Seneca, On Peace of Mind 2.7


All these symptoms become aggravated when their dislike of a laborious misery has driven them to idleness and to secret studies, which are unendurable to a mind eager to take part in public affairs, desirous of action and naturally restless, because, of course, it finds too few resources within itself.

When therefore it loses the amusement which business itself affords to busy men, it cannot endure home, loneliness, or the walls of a room, and regards itself with dislike when left to itself.

Recognizing my restlessness, I then become painfully conscious of the emptiness inside me, and I dread having to face my own thoughts. Distracting myself is suddenly just an empty chore, even as it seems that everyone else is quite content with it.

I have, after all, been told that the best way to get ahead in life is to constantly be busy, continually occupied with one task after another, so that I may then have a feeling of accomplishment and worth. But I find no achievement in any of it, and I would laugh if it didn’t make me cringe. It is much like trying to sit patiently at a table and not knowing what to do with my hands.

Others will go on looking busy, yet I can only wonder if they are just putting on a show, because I am surely not the only one who doesn’t like gazing in the mirror. What am I afraid of? It can only be that I don’t like what I am going to see.

I really haven’t nurtured what is inside of me all that well, have I? Without the outside to occupy my attention, the silence is rather deafening. I know that it shouldn’t be that way, so I am ashamed in addition to being frustrated.

I think of Blaise Pascal, who tells us in the Pensées that all our miseries come from an inability to be alone with ourselves. I will make the reference quite often, since I sense how it goes straight to the cause of our deepest worries. People will thoughtfully nod in agreement, and then, after a brief silence, everyone starts changing the subject.

I push myself a bit further into the text, forcing myself to swallow more of the bitter medicine:

He who does not see the vanity of the world is himself very vain. Indeed who do not see it but youths who are absorbed in fame, diversion, and the thought of the future?
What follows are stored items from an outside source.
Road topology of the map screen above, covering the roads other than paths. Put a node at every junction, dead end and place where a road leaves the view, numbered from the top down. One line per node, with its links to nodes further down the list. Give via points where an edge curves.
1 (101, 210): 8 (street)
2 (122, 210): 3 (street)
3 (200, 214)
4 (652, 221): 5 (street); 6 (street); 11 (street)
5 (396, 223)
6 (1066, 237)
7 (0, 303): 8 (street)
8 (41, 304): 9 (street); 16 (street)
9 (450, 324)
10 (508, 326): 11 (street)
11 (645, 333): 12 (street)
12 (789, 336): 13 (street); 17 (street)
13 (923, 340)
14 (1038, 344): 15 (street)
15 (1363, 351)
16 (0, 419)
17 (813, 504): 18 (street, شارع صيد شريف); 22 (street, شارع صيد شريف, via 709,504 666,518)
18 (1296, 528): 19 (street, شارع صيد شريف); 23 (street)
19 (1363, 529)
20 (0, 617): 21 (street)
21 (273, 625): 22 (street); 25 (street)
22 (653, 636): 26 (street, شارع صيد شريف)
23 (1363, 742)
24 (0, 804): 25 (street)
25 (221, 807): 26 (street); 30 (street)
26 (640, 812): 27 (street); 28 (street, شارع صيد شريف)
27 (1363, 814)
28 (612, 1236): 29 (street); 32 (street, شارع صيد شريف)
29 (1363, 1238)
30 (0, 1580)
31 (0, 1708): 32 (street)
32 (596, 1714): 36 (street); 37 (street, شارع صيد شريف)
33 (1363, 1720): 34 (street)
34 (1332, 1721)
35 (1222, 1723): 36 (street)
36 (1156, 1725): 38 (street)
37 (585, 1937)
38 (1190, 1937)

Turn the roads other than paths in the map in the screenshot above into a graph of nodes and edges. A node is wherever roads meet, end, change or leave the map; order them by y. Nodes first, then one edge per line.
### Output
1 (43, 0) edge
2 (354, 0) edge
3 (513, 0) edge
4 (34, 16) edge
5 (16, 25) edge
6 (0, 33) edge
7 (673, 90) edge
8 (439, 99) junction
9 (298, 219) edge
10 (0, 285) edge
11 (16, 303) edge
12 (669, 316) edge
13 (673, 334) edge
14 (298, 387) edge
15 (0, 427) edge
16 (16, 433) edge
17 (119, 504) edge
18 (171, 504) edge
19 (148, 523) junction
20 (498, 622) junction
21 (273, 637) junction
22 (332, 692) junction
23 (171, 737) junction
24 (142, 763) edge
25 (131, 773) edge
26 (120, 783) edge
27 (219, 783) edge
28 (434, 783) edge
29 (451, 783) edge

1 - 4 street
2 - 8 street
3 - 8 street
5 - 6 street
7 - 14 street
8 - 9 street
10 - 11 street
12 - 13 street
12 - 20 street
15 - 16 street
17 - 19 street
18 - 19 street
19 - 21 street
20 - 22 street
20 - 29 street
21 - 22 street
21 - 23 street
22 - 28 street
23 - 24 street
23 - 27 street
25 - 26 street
But take away diversion, and you will see them dried up with weariness. They feel then their nothingness without knowing it; for it is indeed to be unhappy to be in insufferable sadness as soon as we are reduced to thinking of self, and have no diversion.

If our condition were truly happy, we would not need diversion from thinking of it in order to make ourselves happy.

What is so terrible about being in my room, at home, alone? It can only be that I don’t particularly enjoy my own company. It only remains for me to ask whose job it is to do something about that.